Prohelp: according to the current norm, you can use килограмм and грамм ONLY when using it with numbers (the so called counting form): 1000 килограмм, 20 грамм и т.д. In other cases (for example, a verb requires genitive) you use килограммов and граммов, for example ты такая худая, тебе не хватает килограммов "you're so skinny, you lack (some) kilograms" (couldn't come up with a better example).

All your misunderstanding goes from here.


----------



## Maroseika

carsten said:


> Prohelp: according to the current norm, you can use килограмм and грамм ONLY when using it with numbers (the so called counting form): 1000 килограмм, 20 грамм и т.д.

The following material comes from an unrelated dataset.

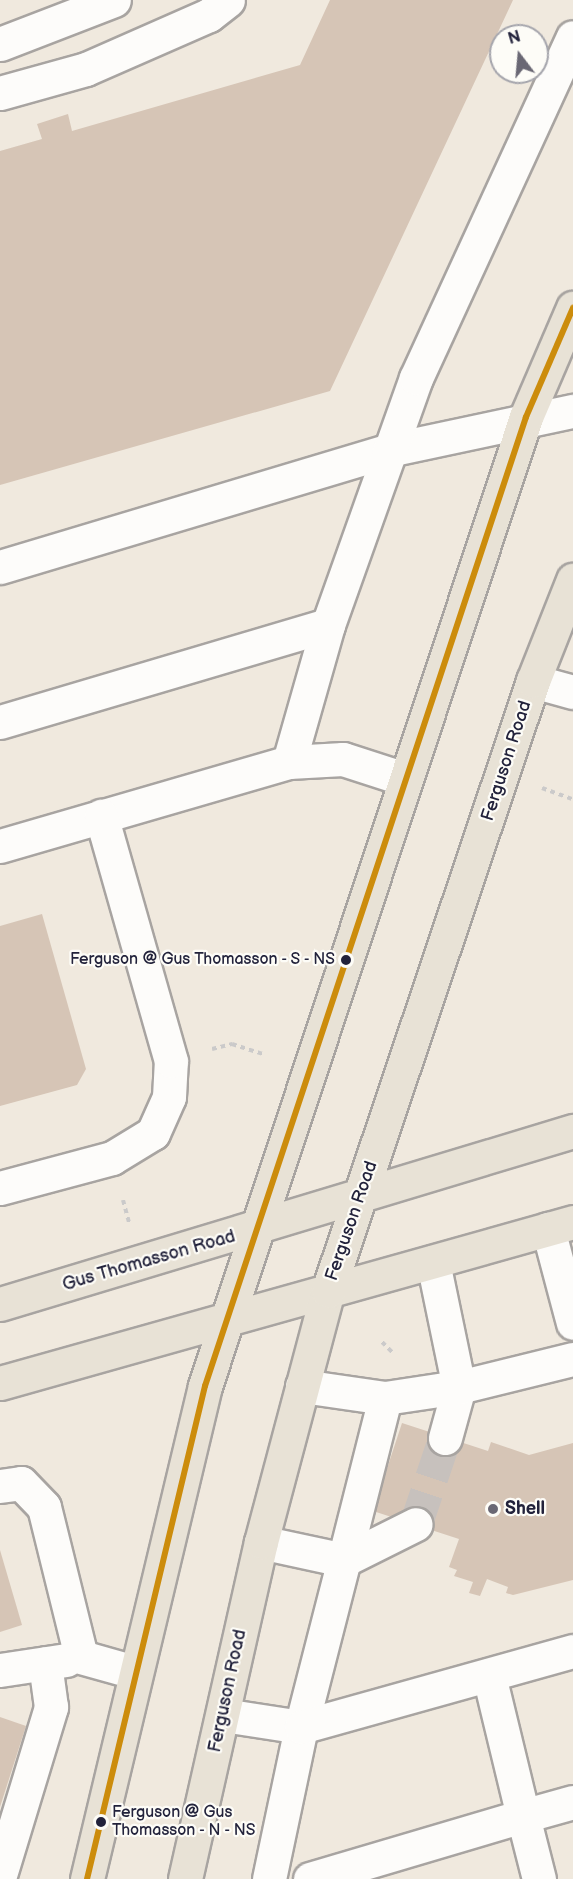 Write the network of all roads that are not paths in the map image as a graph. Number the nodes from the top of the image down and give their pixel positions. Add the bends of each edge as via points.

As already explained basing on the "current norms", both forms can be used with the numbers.


----------



## morzh

carsten said:


> Prohelp: according to the current norm, you can  use килограмм and грамм ONLY when using it with numbers (the so called  counting form): 1000 килограмм, 20 грамм и т.д. In other cases (for  example, a verb requires genitive) you use килограммов and граммов, for  example ты такая худая, тебе не хватает килограммов "you're so skinny,  you lack (some) kilograms" (couldn't come up with a better example).
> 
> All your misunderstanding goes from here.



I like your "I understand what you don't understand" approach, but this is not it. No one clearly specified using it with numbers or without.

Current norm allows both forms to be used with numbers. And I believe the most of the discussion came from this, as to most Russians here it is pretty clear that without numbers "килограмм" sounds wrong.


----------